**Study material**
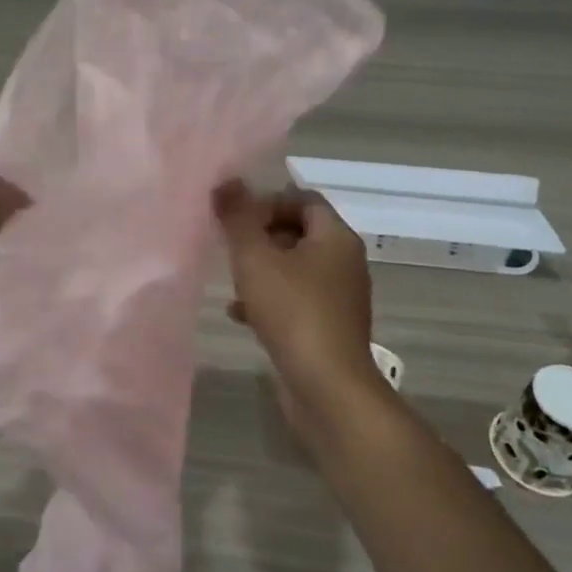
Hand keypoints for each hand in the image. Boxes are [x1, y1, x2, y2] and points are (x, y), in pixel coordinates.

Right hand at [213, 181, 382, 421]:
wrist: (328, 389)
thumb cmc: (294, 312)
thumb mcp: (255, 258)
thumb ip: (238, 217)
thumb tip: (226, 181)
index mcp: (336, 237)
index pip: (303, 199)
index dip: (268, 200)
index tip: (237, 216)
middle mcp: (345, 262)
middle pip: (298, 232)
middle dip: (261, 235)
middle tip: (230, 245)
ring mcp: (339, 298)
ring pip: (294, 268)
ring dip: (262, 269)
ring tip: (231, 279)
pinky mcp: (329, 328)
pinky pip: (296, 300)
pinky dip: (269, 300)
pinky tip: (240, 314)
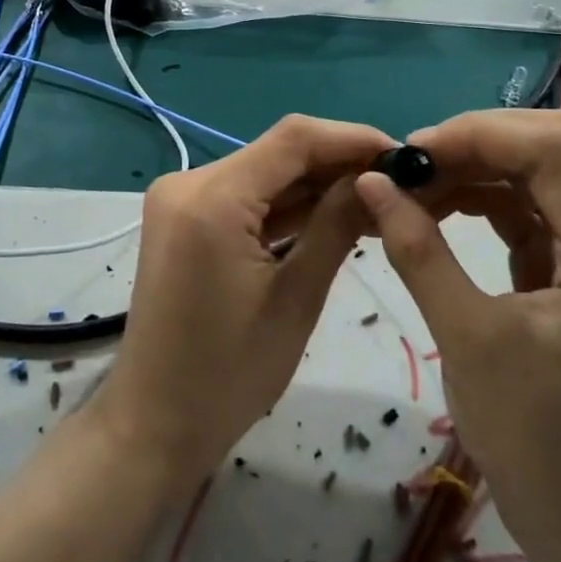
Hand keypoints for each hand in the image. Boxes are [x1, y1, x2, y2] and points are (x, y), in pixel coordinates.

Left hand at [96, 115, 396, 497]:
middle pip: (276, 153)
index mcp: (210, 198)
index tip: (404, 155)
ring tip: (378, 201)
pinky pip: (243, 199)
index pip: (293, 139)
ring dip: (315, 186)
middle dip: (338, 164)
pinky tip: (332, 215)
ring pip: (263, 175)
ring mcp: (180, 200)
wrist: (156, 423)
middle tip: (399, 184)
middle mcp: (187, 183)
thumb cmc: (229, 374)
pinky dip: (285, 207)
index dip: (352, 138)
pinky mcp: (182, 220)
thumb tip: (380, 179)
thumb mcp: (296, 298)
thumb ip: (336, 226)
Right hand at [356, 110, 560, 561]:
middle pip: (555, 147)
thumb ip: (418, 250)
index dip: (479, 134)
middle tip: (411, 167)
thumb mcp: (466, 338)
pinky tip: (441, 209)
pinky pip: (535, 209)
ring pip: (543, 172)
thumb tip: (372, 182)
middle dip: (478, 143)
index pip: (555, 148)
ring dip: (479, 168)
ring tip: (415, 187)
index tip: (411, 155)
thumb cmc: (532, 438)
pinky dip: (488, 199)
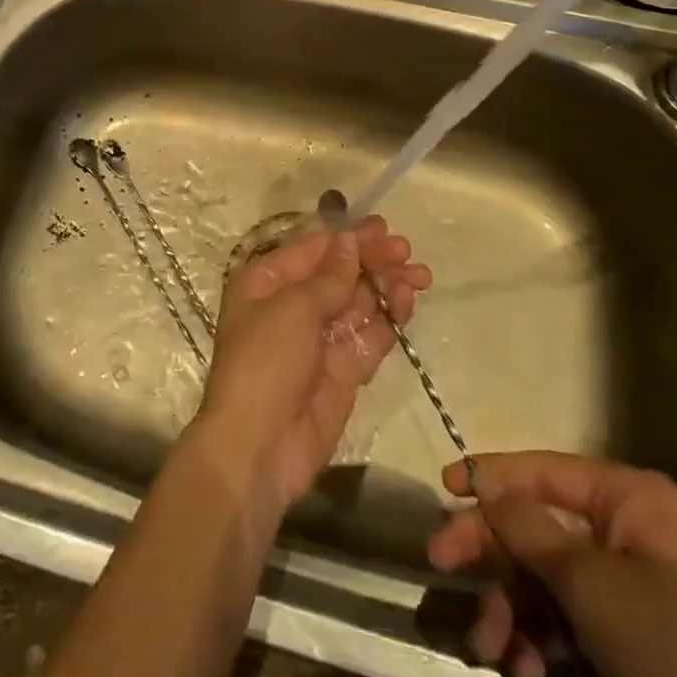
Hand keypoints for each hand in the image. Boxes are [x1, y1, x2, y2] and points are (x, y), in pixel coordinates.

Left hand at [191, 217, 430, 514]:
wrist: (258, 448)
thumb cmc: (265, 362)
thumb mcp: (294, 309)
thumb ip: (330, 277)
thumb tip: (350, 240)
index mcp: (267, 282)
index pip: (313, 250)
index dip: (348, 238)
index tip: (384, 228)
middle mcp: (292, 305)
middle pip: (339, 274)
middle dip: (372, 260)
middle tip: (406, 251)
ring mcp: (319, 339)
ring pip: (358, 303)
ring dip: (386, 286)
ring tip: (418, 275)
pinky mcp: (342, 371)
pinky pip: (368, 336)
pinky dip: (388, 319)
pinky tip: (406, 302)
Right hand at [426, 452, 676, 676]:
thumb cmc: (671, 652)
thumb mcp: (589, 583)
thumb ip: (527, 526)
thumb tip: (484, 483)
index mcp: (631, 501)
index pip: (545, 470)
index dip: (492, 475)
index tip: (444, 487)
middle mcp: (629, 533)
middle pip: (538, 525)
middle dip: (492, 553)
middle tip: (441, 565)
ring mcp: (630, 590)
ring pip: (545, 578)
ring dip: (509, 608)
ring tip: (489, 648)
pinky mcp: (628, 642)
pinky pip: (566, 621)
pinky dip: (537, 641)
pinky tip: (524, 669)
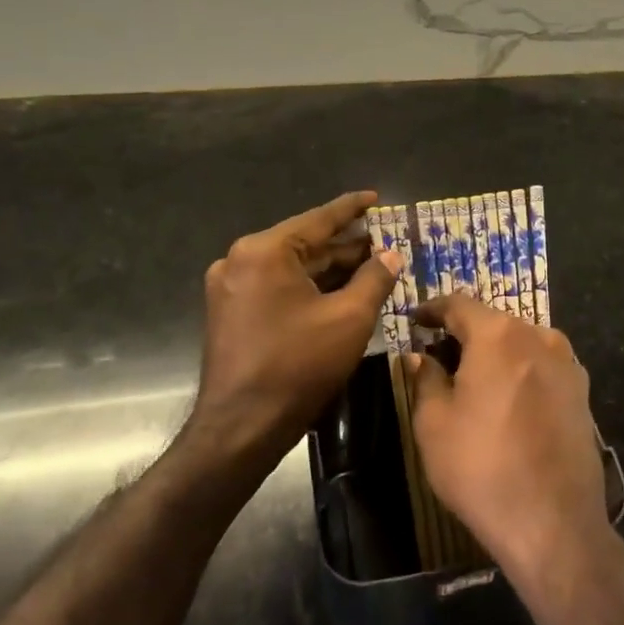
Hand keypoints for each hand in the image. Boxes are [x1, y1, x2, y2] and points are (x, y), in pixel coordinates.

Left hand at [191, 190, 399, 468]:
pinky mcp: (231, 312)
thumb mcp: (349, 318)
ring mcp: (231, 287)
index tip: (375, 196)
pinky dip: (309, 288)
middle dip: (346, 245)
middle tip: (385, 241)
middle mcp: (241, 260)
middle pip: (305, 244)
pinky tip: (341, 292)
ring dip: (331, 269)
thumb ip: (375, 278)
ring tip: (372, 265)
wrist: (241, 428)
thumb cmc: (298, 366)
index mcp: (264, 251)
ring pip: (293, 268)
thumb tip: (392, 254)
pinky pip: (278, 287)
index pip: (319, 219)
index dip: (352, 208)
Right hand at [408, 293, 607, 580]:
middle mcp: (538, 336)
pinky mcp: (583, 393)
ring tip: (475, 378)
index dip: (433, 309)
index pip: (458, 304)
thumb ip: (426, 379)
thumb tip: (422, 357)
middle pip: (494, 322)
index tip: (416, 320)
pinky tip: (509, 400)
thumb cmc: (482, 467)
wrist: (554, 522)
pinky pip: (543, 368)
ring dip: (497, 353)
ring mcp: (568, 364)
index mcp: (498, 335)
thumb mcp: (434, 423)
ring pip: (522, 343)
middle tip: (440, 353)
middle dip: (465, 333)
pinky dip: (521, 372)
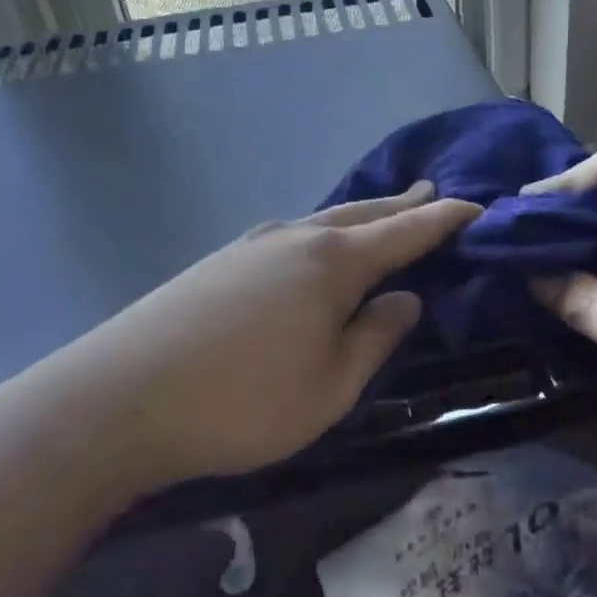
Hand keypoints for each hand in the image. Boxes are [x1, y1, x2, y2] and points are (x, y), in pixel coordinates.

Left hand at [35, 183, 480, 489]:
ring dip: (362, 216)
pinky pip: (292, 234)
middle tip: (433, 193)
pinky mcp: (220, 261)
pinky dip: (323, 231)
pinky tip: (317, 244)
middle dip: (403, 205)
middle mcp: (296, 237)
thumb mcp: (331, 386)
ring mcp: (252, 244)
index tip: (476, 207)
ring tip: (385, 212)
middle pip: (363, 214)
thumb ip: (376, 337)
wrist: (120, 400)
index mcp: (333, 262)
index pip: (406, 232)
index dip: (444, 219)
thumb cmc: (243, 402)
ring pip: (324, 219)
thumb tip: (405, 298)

**Problem statement**
Copy each line above exactly, with no images.

**Solution**
Hand keypoints for each hand in the image. Boxes are [x1, y1, x2, y2] and points are (x, y), in pixel coordinates.

Right hand at [213, 181, 382, 421]:
wrist: (328, 389)
thumb cmc: (294, 312)
thumb mcp: (255, 258)
thumb ip: (238, 217)
thumb tip: (226, 181)
index mcp: (336, 237)
index pip: (303, 199)
index dip: (268, 200)
index tip: (237, 216)
middle mcp: (345, 262)
middle pip: (298, 232)
middle dip: (261, 235)
middle tip: (230, 245)
ring mcp: (339, 298)
ring pip: (294, 268)
ring dip: (262, 269)
ring tip: (231, 279)
pinky mcp: (329, 328)
pinky pip: (296, 300)
pinky dip: (269, 300)
pinky tip: (240, 314)
Hand keypoints for each hand in the image. Boxes are [x1, y1, x2, y2] and points are (x, y), in pixel coordinates.

Left hand at [96, 115, 396, 497]:
middle pip: (276, 153)
index mcp: (210, 198)
index tip: (404, 155)
ring tip: (378, 201)
pinky pip: (243, 199)
index pip: (293, 139)
ring dip: (315, 186)
middle dip: (338, 164)
pinky tip: (332, 215)
ring pip: (263, 175)
ring mcp: (180, 200)
wrist: (156, 423)
middle tip: (399, 184)
middle mcp: (187, 183)
thumb cmc: (229, 374)
pinky dip: (285, 207)
index dip: (352, 138)
pinky mcp: (182, 220)
thumb tip: (380, 179)
thumb mcp: (296, 298)
thumb ip: (336, 226)
Right hand at [356, 110, 560, 561]:
middle pip: (555, 147)
thumb ip: (418, 250)
index dip: (479, 134)
middle tip: (411, 167)
thumb mcp: (466, 338)
pinky tip: (441, 209)
pinky pip: (535, 209)
ring pip: (543, 172)
thumb tip: (372, 182)
middle dip: (478, 143)
index pip: (555, 148)
ring dip: (479, 168)
ring tip: (415, 187)
index tip: (411, 155)
thumb cmc: (532, 438)
pinky dip: (488, 199)
Hand keypoints for each hand in the image. Boxes are [x1, y1, x2, y2] and points are (x, y), in pixel coordinates.

Left hand at [191, 217, 430, 514]:
wrist: (258, 448)
thumb cmc: (265, 362)
thumb mcp: (294, 309)
thumb ip: (330, 277)
thumb tip: (350, 240)
index mcp: (267, 282)
index pip: (313, 250)
index dip: (348, 238)
index tip: (384, 228)
middle mcp: (292, 305)
middle pip: (339, 274)
middle dip: (372, 260)
middle tip: (406, 251)
ring mcp: (319, 339)
ring pip: (358, 303)
ring dip: (386, 286)
ring tip: (418, 275)
pinky mcp: (342, 371)
pinky pip: (368, 336)
pinky dip: (388, 319)
pinky tip: (406, 302)
Right hand at [426, 452, 676, 676]:
thumb cmc: (671, 652)
thumb mcp: (589, 583)
thumb ip: (527, 526)
thumb tip: (484, 483)
index mcp: (631, 501)
index pip: (545, 470)
index dip: (492, 475)
index tip: (444, 487)
middle mcp: (629, 533)
middle pip: (538, 525)
middle dip: (492, 553)
middle tip: (441, 565)
ring mcp: (630, 590)
ring pip: (545, 578)
ring dip: (509, 608)
ring tip: (489, 648)
pinky mcp: (628, 642)
pinky pip: (566, 621)
pinky dip: (537, 641)
pinky tip: (524, 669)
Hand keypoints for each hand in the image. Boxes are [x1, y1, x2, y2] and points are (x, y), in pixel coordinates.

Left hand at [191, 190, 399, 468]:
pinky mcp: (231, 312)
thumb mcp: (349, 318)
ring mcp: (231, 287)
index tip: (375, 196)
pinky dip: (309, 288)
middle dip: (346, 245)
middle tip: (385, 241)
middle mcp: (241, 260)
middle pip: (305, 244)
pinky tip: (341, 292)
ring dip: (331, 269)
thumb ip: (375, 278)
ring tip: (372, 265)
wrist: (241, 428)
thumb cmc: (298, 366)
index mcp: (264, 251)
ring pip: (293, 268)
thumb tip: (392, 254)
pinky pip: (278, 287)
index pip: (319, 219)
index dip: (352, 208)
Right hand at [408, 293, 607, 580]:
middle mcp: (538, 336)
pinky mcp: (583, 393)
ring tip: (475, 378)
index dip: (433, 309)
index pip: (458, 304)
thumb ip: (426, 379)
thumb tip: (422, 357)
middle pip: (494, 322)
index tip: (416, 320)
pinky tip: (509, 400)
thumb cmc: (482, 467)
wrist: (554, 522)
pinky pip: (543, 368)
ring dip: (497, 353)
ring mcp: (568, 364)
index mcp: (498, 335)
thumb mcp: (434, 423)
ring pip: (522, 343)
middle tip: (440, 353)
middle dip: (465, 333)
pinky dip: (521, 372)
Hand keypoints for each hand in the image. Boxes are [x1, y1, x2, y2] and points are (x, y), in pixel coordinates.

Left hand at [35, 183, 480, 489]:
ring dip: (362, 216)
pinky pip: (292, 234)
middle tip: (433, 193)
pinky mcp: (220, 261)
pinky dip: (323, 231)
pinky tip: (317, 244)
middle dip: (403, 205)
middle mcp: (296, 237)
thumb mcp: (331, 386)
ring mcp: (252, 244)
index tip: (476, 207)
ring tip: (385, 212)
middle pip: (363, 214)
thumb ip: (376, 337)
wrist: (120, 400)
index mcp: (333, 262)
index pip: (406, 232)
index dip: (444, 219)
thumb cmc: (243, 402)
ring pip: (324, 219)
thumb tip: (405, 298)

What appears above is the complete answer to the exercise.